YOUR OBJECTIVE:
What you return must be every line below that includes the word "Route".

DATA FOR PROCESSING:
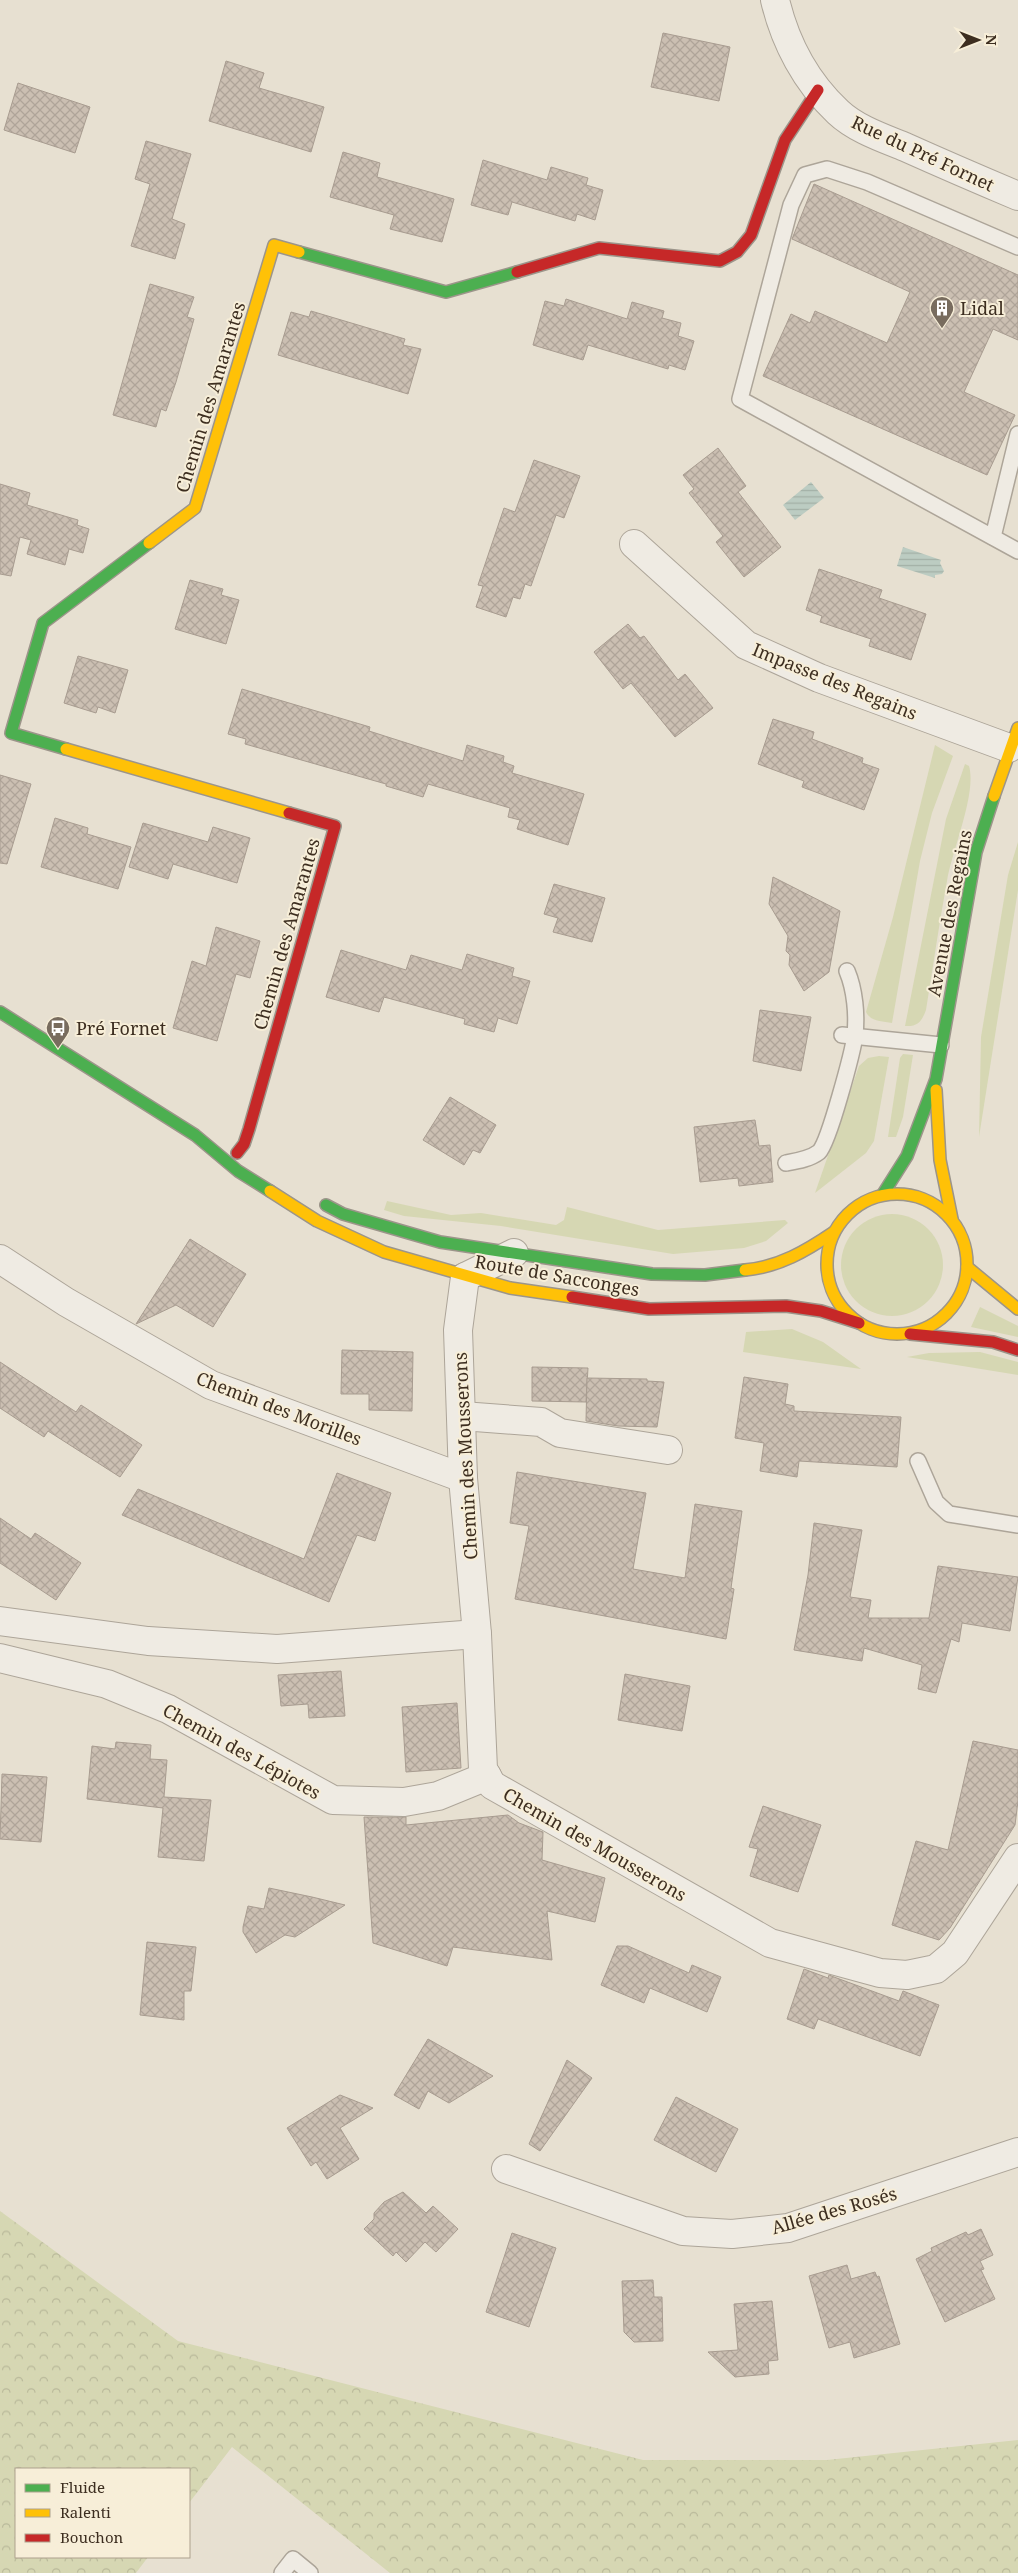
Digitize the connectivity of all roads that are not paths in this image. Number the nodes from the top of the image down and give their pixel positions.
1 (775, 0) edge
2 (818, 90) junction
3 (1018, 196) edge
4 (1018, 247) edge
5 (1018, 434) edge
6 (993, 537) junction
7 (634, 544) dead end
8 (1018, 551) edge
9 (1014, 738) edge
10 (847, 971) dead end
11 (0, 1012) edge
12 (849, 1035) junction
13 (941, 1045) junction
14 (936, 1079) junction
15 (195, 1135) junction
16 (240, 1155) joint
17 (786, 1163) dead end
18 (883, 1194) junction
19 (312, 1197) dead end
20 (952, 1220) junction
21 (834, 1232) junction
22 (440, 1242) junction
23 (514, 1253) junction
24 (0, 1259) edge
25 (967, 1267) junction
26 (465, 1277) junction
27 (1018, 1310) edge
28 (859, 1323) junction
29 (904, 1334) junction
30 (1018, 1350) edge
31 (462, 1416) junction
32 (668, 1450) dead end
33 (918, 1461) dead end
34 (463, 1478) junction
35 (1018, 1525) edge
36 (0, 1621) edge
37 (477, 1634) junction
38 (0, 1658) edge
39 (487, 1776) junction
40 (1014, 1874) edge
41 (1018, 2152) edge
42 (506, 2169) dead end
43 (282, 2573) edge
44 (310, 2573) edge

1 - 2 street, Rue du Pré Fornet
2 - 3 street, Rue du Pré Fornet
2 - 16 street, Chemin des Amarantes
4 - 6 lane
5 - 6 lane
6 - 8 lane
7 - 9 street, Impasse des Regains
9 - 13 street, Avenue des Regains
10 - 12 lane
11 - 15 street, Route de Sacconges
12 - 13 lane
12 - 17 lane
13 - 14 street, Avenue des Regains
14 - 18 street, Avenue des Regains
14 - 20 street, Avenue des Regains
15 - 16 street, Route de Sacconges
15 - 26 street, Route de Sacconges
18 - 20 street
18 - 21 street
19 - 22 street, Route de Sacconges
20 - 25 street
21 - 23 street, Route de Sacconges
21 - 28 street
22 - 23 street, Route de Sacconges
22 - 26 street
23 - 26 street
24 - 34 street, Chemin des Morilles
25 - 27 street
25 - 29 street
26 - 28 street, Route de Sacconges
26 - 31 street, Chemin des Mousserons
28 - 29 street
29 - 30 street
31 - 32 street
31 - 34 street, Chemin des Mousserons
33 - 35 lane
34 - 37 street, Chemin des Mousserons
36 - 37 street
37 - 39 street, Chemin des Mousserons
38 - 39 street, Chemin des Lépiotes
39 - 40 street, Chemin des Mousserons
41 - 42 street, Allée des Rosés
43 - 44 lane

RESPONSE:
11 - 15 street, Route de Sacconges
15 - 16 street, Route de Sacconges
15 - 26 street, Route de Sacconges
19 - 22 street, Route de Sacconges
21 - 23 street, Route de Sacconges
22 - 23 street, Route de Sacconges
26 - 28 street, Route de Sacconges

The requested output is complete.